Thursday 11 June 2020

Women Warriors: Faye Schulman, Jewish Partisan and Photographer

I haven't done one of these for a while, but I came across the story of this fascinating woman recently.
Faye Lazabnik was born in 1919, and when the Germans arrived at the village where she lived in the Lenin ghetto in Poland in 1942, all of her family were killed, along with most of the rest of the inhabitants. She was spared because of her photographic skills - the Germans wanted her to develop their photos of the massacre. She had helped her brother Moishe with his photographic business before the War.
She managed to escape during a partisan raid, and joined the Molotava Brigade, a group of mainly Soviet Red Army escaped prisoners of war. She had some knowledge of medicine because another brother had been a doctor, and she served the group as a nurse for two years, along with a vet who was their doctor.
She managed to retrieve her photographic equipment during a raid on Lenin, and documented the partisan group with her photographs.

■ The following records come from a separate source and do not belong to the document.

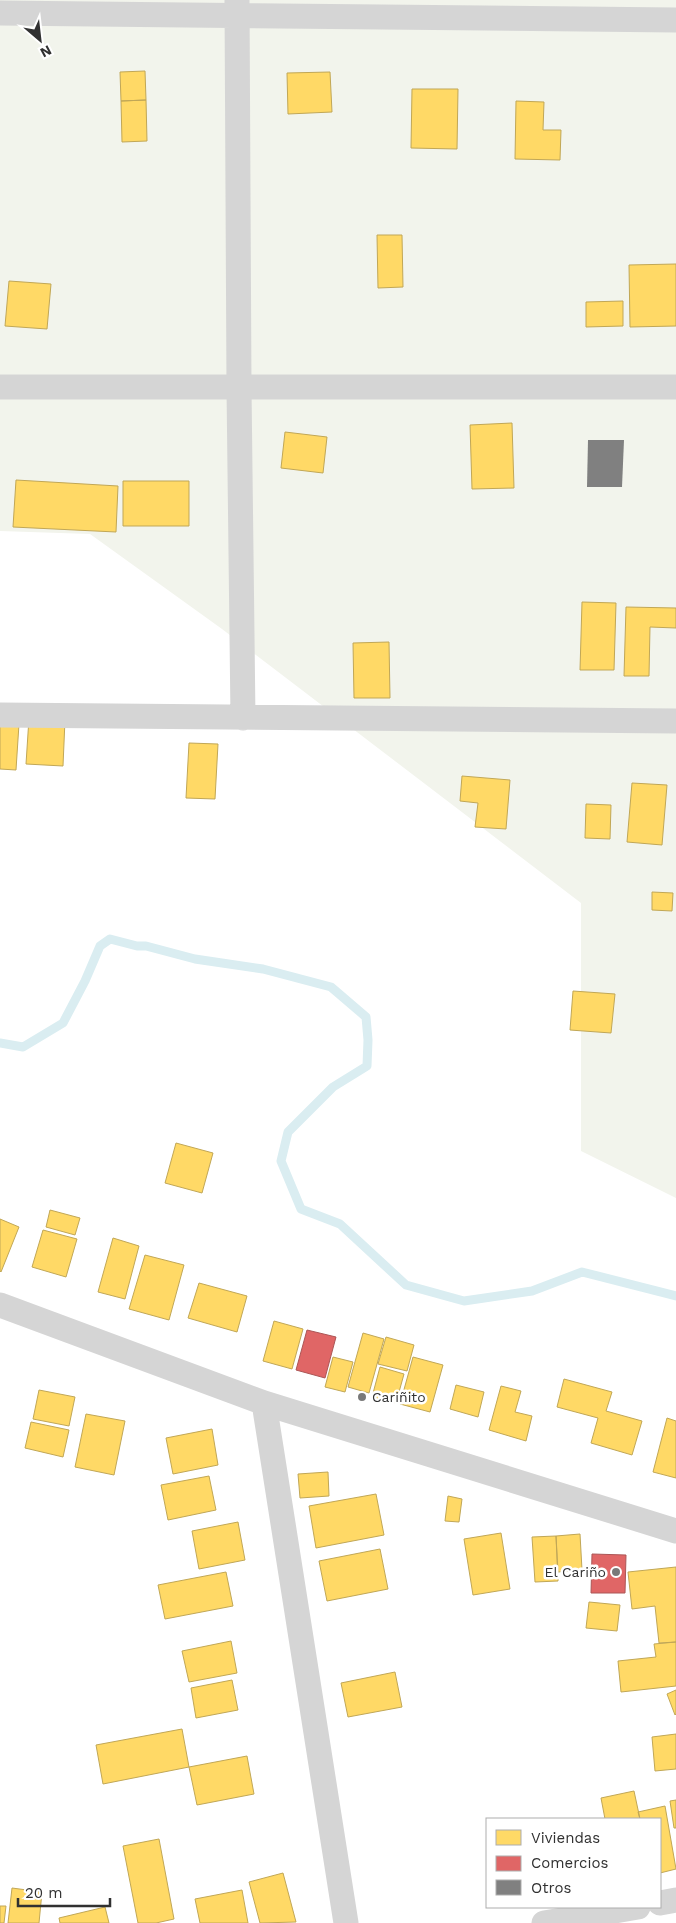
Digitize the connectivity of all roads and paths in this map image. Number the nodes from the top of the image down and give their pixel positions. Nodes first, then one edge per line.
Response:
1 (237, 8) edge
2 (0, 13) edge
3 (676, 20) edge
4 (0, 386) edge
5 (676, 387) edge
6 (238, 388) junction
7 (0, 715) edge
8 (243, 718) junction
9 (676, 721) edge
10 (0, 1305) edge
11 (264, 1403) junction
12 (676, 1531) edge
13 (676, 1900) edge
14 (661, 1903) edge
15 (632, 1908) edge
16 (346, 1923) edge
17 (544, 1923) edge

1 - 2 street
1 - 3 street
1 - 6 street
4 - 6 street
5 - 6 street
6 - 8 street
7 - 8 street
8 - 9 street
10 - 11 street
11 - 12 street
11 - 16 street
13 - 14 street
15 - 17 street

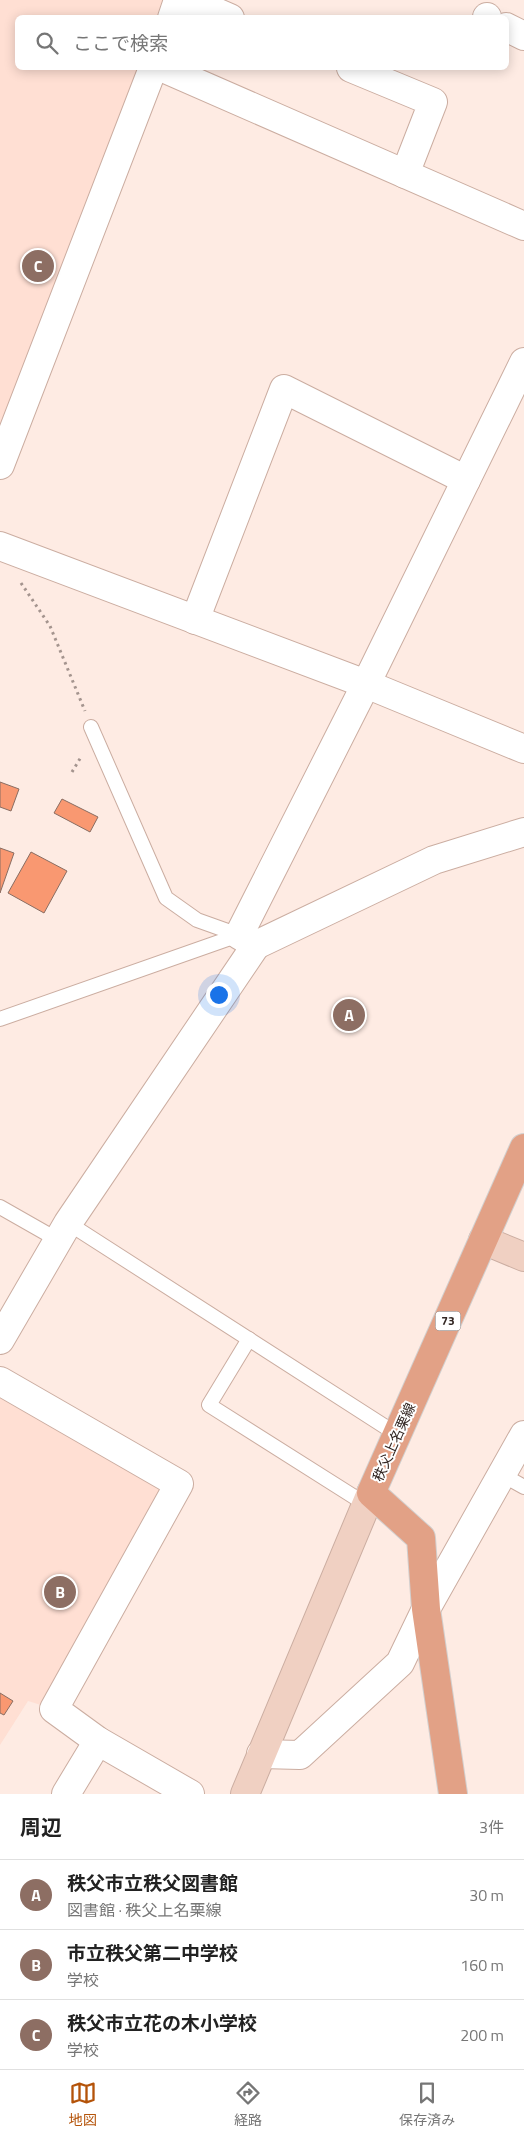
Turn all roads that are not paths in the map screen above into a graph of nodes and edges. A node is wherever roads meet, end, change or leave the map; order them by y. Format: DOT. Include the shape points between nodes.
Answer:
graph roads {
  1 [pos="178,0"];
  2 [pos="188,0"];
  3 [pos="173,15"];
  4 [pos="223,15"];
  5 [pos="509,28"];
  6 [pos="524,36"];
  7 [pos="151,70"];
  8 [pos="168,70"];
  9 [pos="356,70"];
  10 [pos="405,174"];
  11 [pos="524,226"];
  12 [pos="524,362"];
  13 [pos="516,396"];
  14 [pos="0,465"];
  15 [pos="466,480"];
  16 [pos="0,546"];
  17 [pos="195,620"];
  18 [pos="366,684"];
  19 [pos="92,727"];
  20 [pos="524,749"];
  21 [pos="524,832"];
  22 [pos="247,940"];
  23 [pos="0,1019"];
  24 [pos="524,1148"];
  25 [pos="0,1207"];
  26 [pos="63,1232"];
  27 [pos="483,1240"];
  28 [pos="524,1257"];
  29 [pos="0,1340"];
  30 [pos="249,1340"];
  31 [pos="0,1381"];
  32 [pos="398,1435"];
  33 [pos="524,1435"];
  34 [pos="512,1481"];
  35 [pos="369,1499"];
  36 [pos="426,1609"];
  37 [pos="98,1741"];
  38 [pos="261,1754"];
  39 [pos="66,1794"];
  40 [pos="190,1794"];
  41 [pos="245,1794"];
  42 [pos="454,1794"];
  1 -- 3 [label="street"];
  2 -- 4 [label="street"];
  5 -- 6 [label="street"];
  7 -- 14 [label="street"];
  8 -- 10 [label="street"];
  9 -- 10 [label="street" via="433,102"];
  10 -- 11 [label="street"];
  12 -- 13 [label="street"];
  13 -- 15 [label="street"];
  15 -- 17 [label="street" via="284,389"];
  15 -- 18 [label="street"];
  16 -- 17 [label="street"];
  17 -- 18 [label="street"];
  18 -- 20 [label="street"];
  18 -- 22 [label="street"];
  19 -- 22 [label="lane" via="166,898 197,920"];
  21 -- 22 [label="street" via="434,860"];
  22 -- 23 [label="lane"];
  22 -- 26 [label="street"];
  24 -- 27 [label="main road, 秩父上名栗線 / 73"];
  25 -- 26 [label="lane"];
  26 -- 29 [label="street"];
  26 -- 30 [label="lane"];
  27 -- 28 [label="street"];
  27 -- 32 [label="main road, 秩父上名栗線 / 73"];
  30 -- 32 [label="lane"];
  30 -- 35 [label="lane" via="209,1406"];
  31 -- 37 [label="street" via="179,1484 54,1709"];
  32 -- 35 [label="main road, 秩父上名栗線 / 73"];
  33 -- 34 [label="street"];
  34 -- 36 [label="street"];
  35 -- 36 [label="main road, 秩父上名栗線" via="421,1538"];
  35 -- 38 [label="street"];
  36 -- 38 [label="street" via="400,1663 300,1756"];
  36 -- 42 [label="main road, 秩父上名栗線"];
  37 -- 39 [label="street"];
  37 -- 40 [label="street"];
  38 -- 41 [label="street"];
}
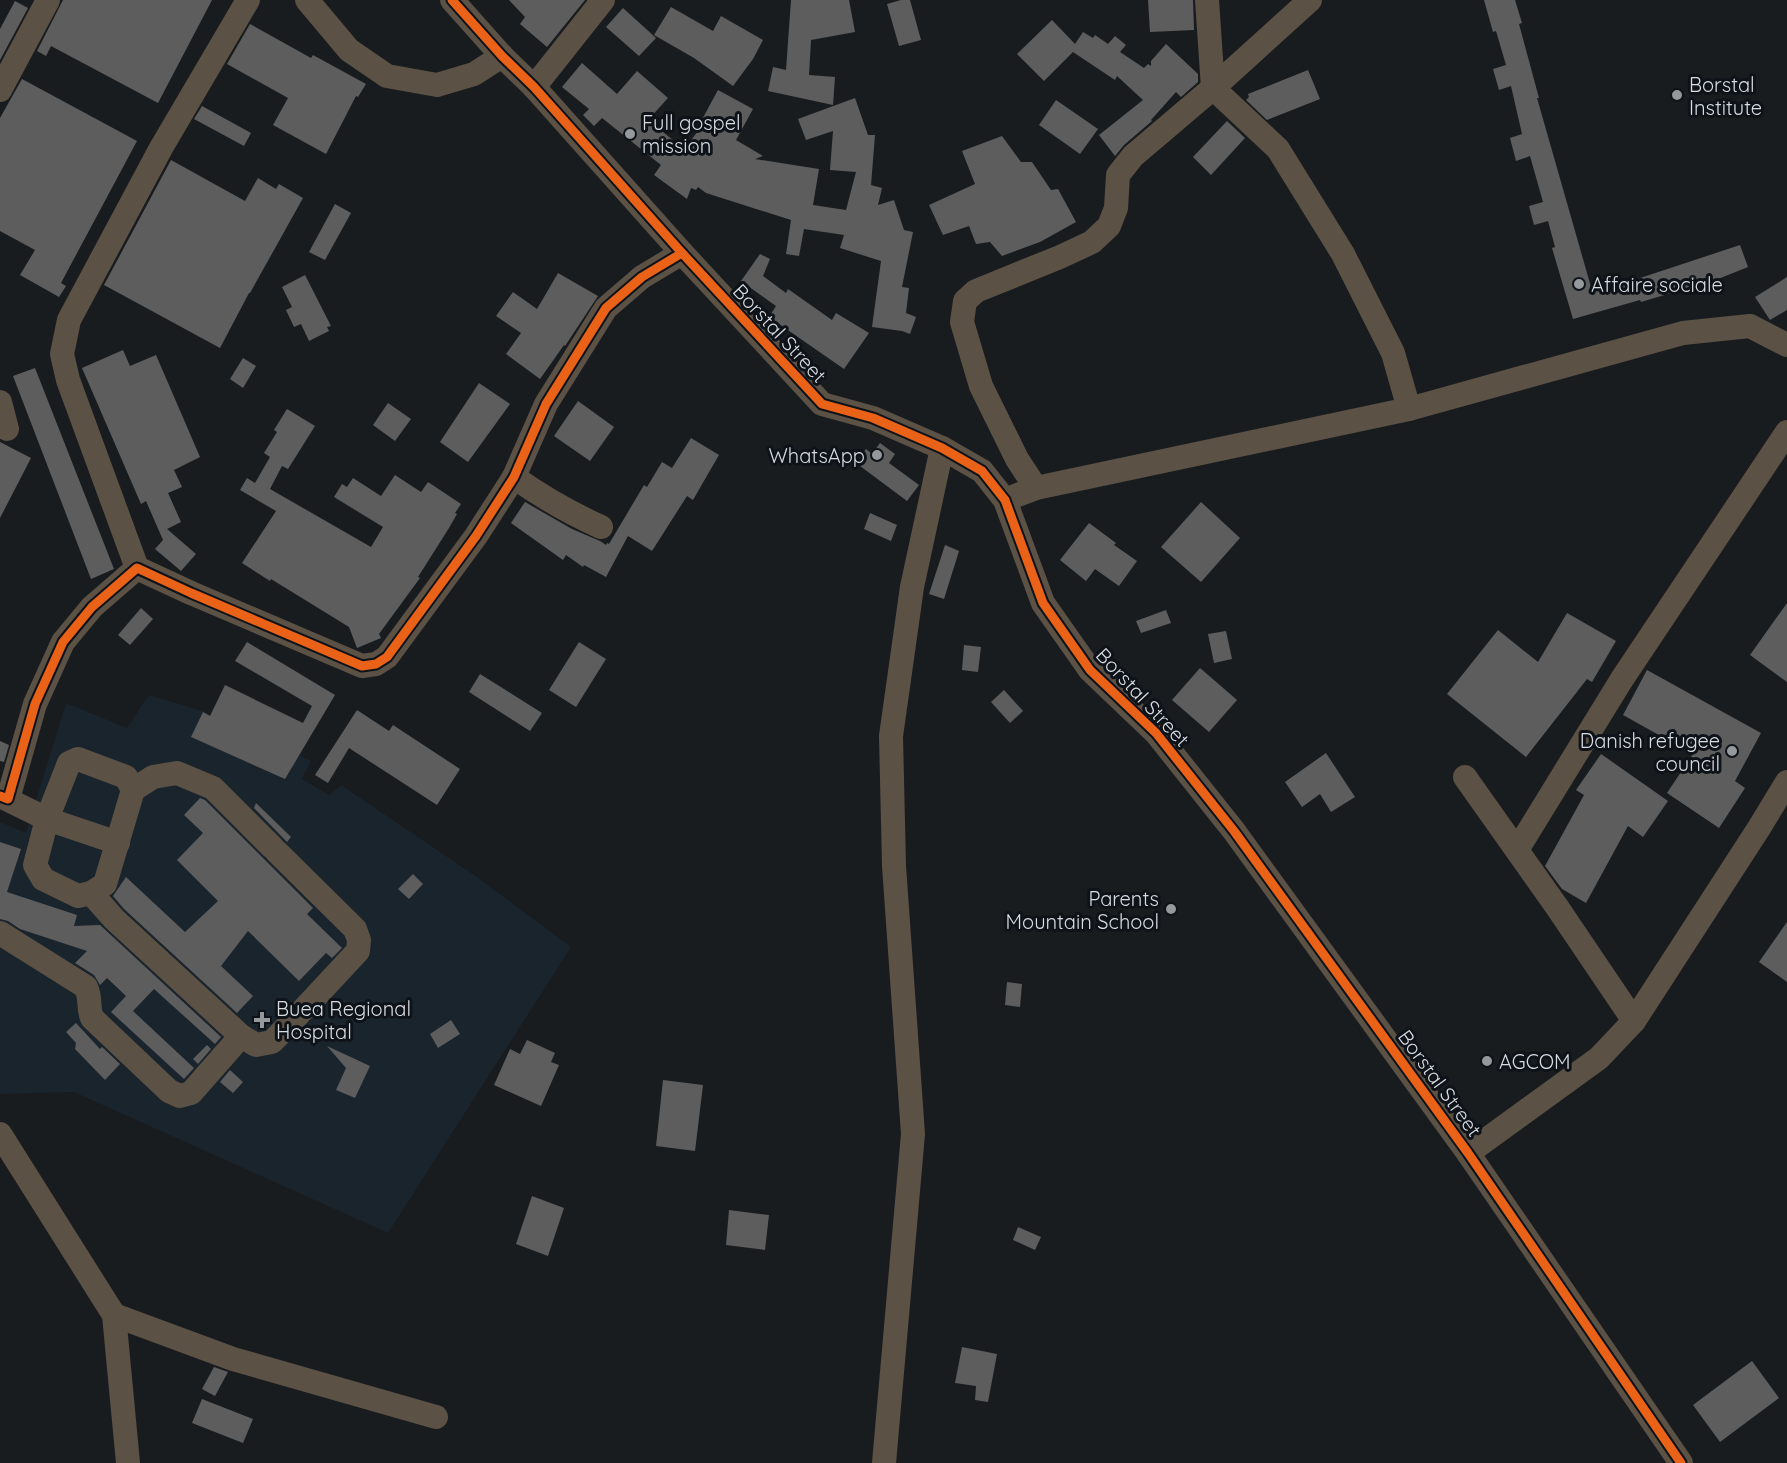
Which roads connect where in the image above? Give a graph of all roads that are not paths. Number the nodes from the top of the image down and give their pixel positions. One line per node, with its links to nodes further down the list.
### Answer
1 (48, 0): 11 (street)
2 (248, 0): 23 (street)
3 (307, 0): 8 (street)
4 (452, 0): 8 (street, Borstal Street)
5 (603, 0): 9 (street)
6 (1207, 0): 10 (street)
7 (1310, 0): 10 (street)
8 (502, 56): 9 (street, Borstal Street)
9 (534, 87): 12 (street, Borstal Street)
10 (1213, 88): 15 (street); 20 (street)
11 (0, 90)
12 (682, 253): 18 (street, Borstal Street); 19 (street)
13 (1787, 345): 15 (street)
14 (0, 402): 16 (street)
15 (1409, 409): 20 (street)
16 (7, 429)
17 (1787, 432): 30 (street)
18 (942, 447): 21 (street, Borstal Street); 40 (street)
19 (514, 477): 22 (street); 23 (street)
20 (1036, 488): 21 (street)
21 (1005, 500): 36 (street, Borstal Street)
22 (601, 527)
23 (137, 568): 27 (street)
24 (1465, 777): 30 (street)
25 (1787, 782): 33 (street)
26 (133, 790): 28 (street); 29 (street); 34 (street)
27 (4, 797): 28 (street)
28 (47, 819): 29 (street); 31 (street)
29 (118, 843): 31 (street)
30 (1517, 850): 33 (street)
31 (91, 893): 34 (street)
32 (0, 933): 34 (street)
33 (1634, 1022): 36 (street)
34 (240, 1036)
35 (0, 1134): 37 (street)
36 (1468, 1153): 41 (street, Borstal Street)
37 (114, 1314): 38 (street); 39 (street)
38 (436, 1417)
39 (128, 1463)
40 (884, 1463)
41 (1681, 1463)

She wanted to show that the Jews had not gone passively to their deaths, but had fought back.


Here she is with some of the Russian partisans - the picture has been colourised.

After the War, she married Morris Schulman, another partisan, and they emigrated to Canada in 1948, where she still lives in Toronto. She wrote a book about her experiences called A Partisan's Memoir: Woman of the Holocaust.